Attorney Ryan Kosztya’s $58,000 Client Fund Theft

The foundation of the attorney-client relationship is unshakeable trust, particularly concerning client finances. When a legal professional deliberately breaches this trust, the consequences are severe, often leading to career-ending sanctions. The disciplinary case of Illinois attorney Ryan S. Kosztya is a stark reminder of this principle, as his pattern of dishonestly misappropriating over $58,000 in client funds and then lying to the court to conceal the theft resulted in a two-year suspension and probation.

Kosztya’s case, handled by the Attorney Registration & Disciplinary Commission (ARDC) of the Supreme Court of Illinois, serves as a textbook example of how the misuse of escrow funds can destroy a legal career.

The Anatomy of Financial Betrayal

Kosztya’s misconduct spanned multiple client matters, demonstrating a pattern of using client money as his personal operating capital. The common thread was the flagrant violation of the rules governing client trust accounts (IOLTA), which exist solely to safeguard money belonging to clients or third parties.

1. The Romano Escrow Fund: Misuse and Cover-Up

In a post-divorce case, Kosztya was required by a court order to hold an $10,400 income tax refund in escrow.

  • The Theft: Instead of depositing the money into a secure IOLTA account, he deposited the entire amount into his business operating account. Within weeks, he had drained the account, using the client’s money for his own personal and business expenses, including rent, utilities, and other professional costs.
  • The Admission: He later admitted that he “intended to put it back in as soon as humanly possible so purportedly no one would be wiser.” In the eyes of the disciplinary body, the temporary “borrowing” of client funds is dishonest conversion—a serious violation, regardless of the intent to eventually replace the money.
  • Client Harm: Due to Kosztya’s inability to properly account for the money he was supposed to be holding, his client was twice held in indirect civil contempt by the court, suffering both legal and financial injury.

2. The Banyai Proceeds: Expanding the Misconduct

In a second, unrelated matter, Kosztya handled over $51,000 in proceeds from a home sale. Once again, he deposited the funds into his business account and subsequently used more than $10,500 of the clients’ money to pay his personal expenses, including childcare and school tuition.

In total, the ARDC found that across these two matters, Kosztya was responsible for the dishonest misappropriation of over $58,000.

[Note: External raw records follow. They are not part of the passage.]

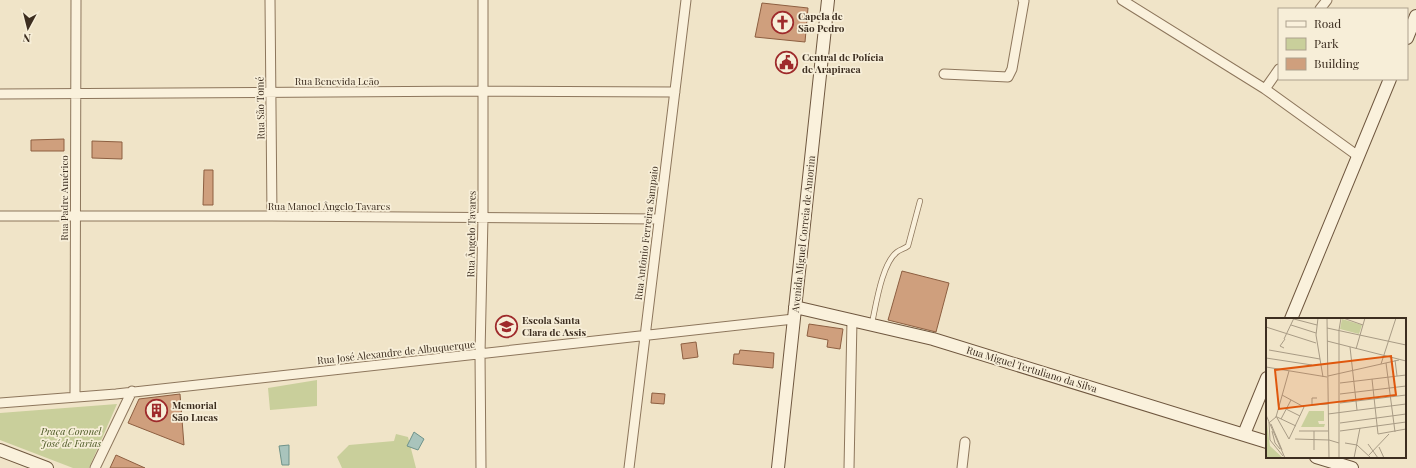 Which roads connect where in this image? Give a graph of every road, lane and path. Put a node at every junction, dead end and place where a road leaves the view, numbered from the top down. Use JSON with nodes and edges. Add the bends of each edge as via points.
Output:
{"nodes":[{"id":1,"x":76,"y":0,"type":"edge"},
{"id":2,"x":270,"y":0,"type":"edge"},
{"id":3,"x":483,"y":0,"type":"edge"},
{"id":4,"x":686,"y":0,"type":"edge"},
{"id":5,"x":828,"y":0,"type":"edge"},
{"id":6,"x":1023,"y":0,"type":"edge"},
{"id":7,"x":1122,"y":0,"type":"edge"},
{"id":8,"x":1416,"y":16,"type":"edge"},
{"id":9,"x":1408,"y":36,"type":"edge"},
{"id":10,"x":1278,"y":70,"type":"edge"},
{"id":11,"x":944,"y":74,"type":"dead end"},
{"id":12,"x":1390,"y":80,"type":"edge"},
{"id":13,"x":1265,"y":89,"type":"junction"},
{"id":14,"x":482,"y":91,"type":"junction"},
{"id":15,"x":270,"y":92,"type":"junction"},
{"id":16,"x":675,"y":92,"type":"junction"},
{"id":17,"x":0,"y":94,"type":"edge"},
{"id":18,"x":76,"y":94,"type":"junction"},
{"id":19,"x":1358,"y":156,"type":"junction"},
{"id":20,"x":920,"y":201,"type":"dead end"},
{"id":21,"x":0,"y":216,"type":"edge"},
{"id":22,"x":75,"y":216,"type":"junction"},
{"id":23,"x":272,"y":216,"type":"junction"},
{"id":24,"x":483,"y":217,"type":"junction"},
{"id":25,"x":658,"y":219,"type":"junction"},
{"id":26,"x":794,"y":313,"type":"junction"},
{"id":27,"x":1291,"y":318,"type":"edge"},
{"id":28,"x":852,"y":320,"type":"junction"},
{"id":29,"x":871,"y":325,"type":"junction"},
{"id":30,"x":645,"y":336,"type":"junction"},
{"id":31,"x":480,"y":354,"type":"junction"},
{"id":32,"x":1266,"y":380,"type":"edge"},
{"id":33,"x":132,"y":391,"type":"junction"},
{"id":34,"x":75,"y":396,"type":"junction"},
{"id":35,"x":0,"y":403,"type":"edge"},
{"id":36,"x":1244,"y":434,"type":"junction"},
{"id":37,"x":965,"y":442,"type":"dead end"},
{"id":38,"x":1266,"y":442,"type":"edge"},
{"id":39,"x":0,"y":450,"type":"edge"},
{"id":40,"x":1319,"y":458,"type":"edge"},
{"id":41,"x":47,"y":468,"type":"edge"},
{"id":42,"x":96,"y":468,"type":"edge"},
{"id":43,"x":481,"y":468,"type":"edge"},
{"id":44,"x":629,"y":468,"type":"edge"},
{"id":45,"x":778,"y":468,"type":"edge"},
{"id":46,"x":849,"y":468,"type":"edge"},
{"id":47,"x":962,"y":468,"type":"edge"},
{"id":48,"x":1352,"y":468,"type":"edge"}],
"edges":[{"from":1,"to":18,"type":"street","name":"Rua Padre Américo"},
{"from":2,"to":15,"type":"street","name":"Rua São Tomé"},
{"from":3,"to":14,"type":"street","name":"Rua Ângelo Tavares"},
{"from":4,"to":16,"type":"street","name":"Rua Antônio Ferreira Sampaio"},
{"from":5,"to":26,"type":"street","name":"Avenida Miguel Correia de Amorim"},
{"from":6,"to":11,"type":"street","via":[[1012,69],[1008,77]]},
{"from":7,"to":13,"type":"street"},
{"from":8,"to":9,"type":"street"},
{"from":10,"to":13,"type":"street"},
{"from":12,"to":19,"type":"street"},
{"from":13,"to":19,"type":"street"},
{"from":14,"to":15,"type":"street","name":"Rua Benevida Leão"},
{"from":14,"to":16,"type":"street","name":"Rua Benevida Leão"},
{"from":14,"to":24,"type":"street","name":"Rua Ângelo Tavares"},
{"from":15,"to":18,"type":"street","name":"Rua Benevida Leão"},
{"from":15,"to":23,"type":"street","name":"Rua São Tomé"},
{"from":16,"to":25,"type":"street","name":"Rua Antônio Ferreira Sampaio"},
{"from":17,"to":18,"type":"street","name":"Rua Benevida Leão"},
{"from":18,"to":22,"type":"street","name":"Rua Padre Américo"},
{"from":19,"to":27,"type":"street"},
{"from":20,"to":29,"type":"lane","via":[[908,246],[897,252],[886,266]]},
{"from":21,"to":22,"type":"street","name":"Rua Manoel Ângelo Tavares"},
{"from":22,"to":23,"type":"street","name":"Rua Manoel Ângelo Tavares"},
{"from":22,"to":34,"type":"street","name":"Rua Padre Américo"},
{"from":23,"to":24,"type":"street","name":"Rua Manoel Ângelo Tavares"},
{"from":24,"to":25,"type":"street","name":"Rua Manoel Ângelo Tavares"},
{"from":24,"to":31,"type":"street","name":"Rua Ângelo Tavares"},
{"from":25,"to":30,"type":"street","name":"Rua Antônio Ferreira Sampaio"},
{"from":26,"to":28,"type":"street","name":"Rua Miguel Tertuliano da Silva"},
{"from":26,"to":30,"type":"street","name":"Rua José Alexandre de Albuquerque"},
{"from":26,"to":45,"type":"street","name":"Avenida Miguel Correia de Amorim"},
{"from":28,"to":29,"type":"street","name":"Rua Miguel Tertuliano da Silva"},
{"from":28,"to":46,"type":"street"},
{"from":29,"to":36,"type":"street","name":"Rua Miguel Tertuliano da Silva","via":[[933,339]]},
{"from":30,"to":31,"type":"street","name":"Rua José Alexandre de Albuquerque"},
{"from":30,"to":44,"type":"street","name":"Rua Antônio Ferreira Sampaio"},
{"from":31,"to":33,"type":"street","name":"Rua José Alexandre de Albuquerque"},
{"from":31,"to":43,"type":"street","name":"Rua Ângelo Tavares"},
{"from":32,"to":36,"type":"street"},
{"from":33,"to":34,"type":"street","name":"Rua José Alexandre de Albuquerque"},
{"from":33,"to":42,"type":"street"},
{"from":34,"to":35,"type":"street","name":"Rua José Alexandre de Albuquerque"},
{"from":36,"to":38,"type":"street","name":"Rua Miguel Tertuliano da Silva"},
{"from":37,"to":47,"type":"street"},
{"from":39,"to":41,"type":"street"},
{"from":40,"to":48,"type":"street"}]}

Deception Compounded: Lying to the Tribunal

While the conversion of client funds is a severe offense, Kosztya’s efforts to conceal his actions significantly worsened his disciplinary fate. To hide the financial shortages, he knowingly made multiple false statements to the court regarding the status and location of the escrowed funds and filed a false affidavit of compliance. Lying to a tribunal is a direct assault on the integrity of the judicial process and is viewed with the utmost seriousness by the bar.

Conclusion: The Court’s Final Ruling

The Disciplinary Review Board ultimately found that the sheer pattern of misappropriation and the deception used to cover it up mandated a harsh penalty, overriding certain mitigating factors like Kosztya’s cooperation and self-reporting.

The Illinois Supreme Court’s final order was clear: a two-year suspension from the practice of law, followed by a one-year period of probation with mandatory conditions.

The Ryan S. Kosztya case stands as an immutable lesson for every practicing attorney: the trust account is not a line of credit. Any form of conversion or misuse of client funds, coupled with dishonesty toward the court, will lead to a protracted period of suspension, the financial harm of one’s clients, and the near-total destruction of one’s professional reputation.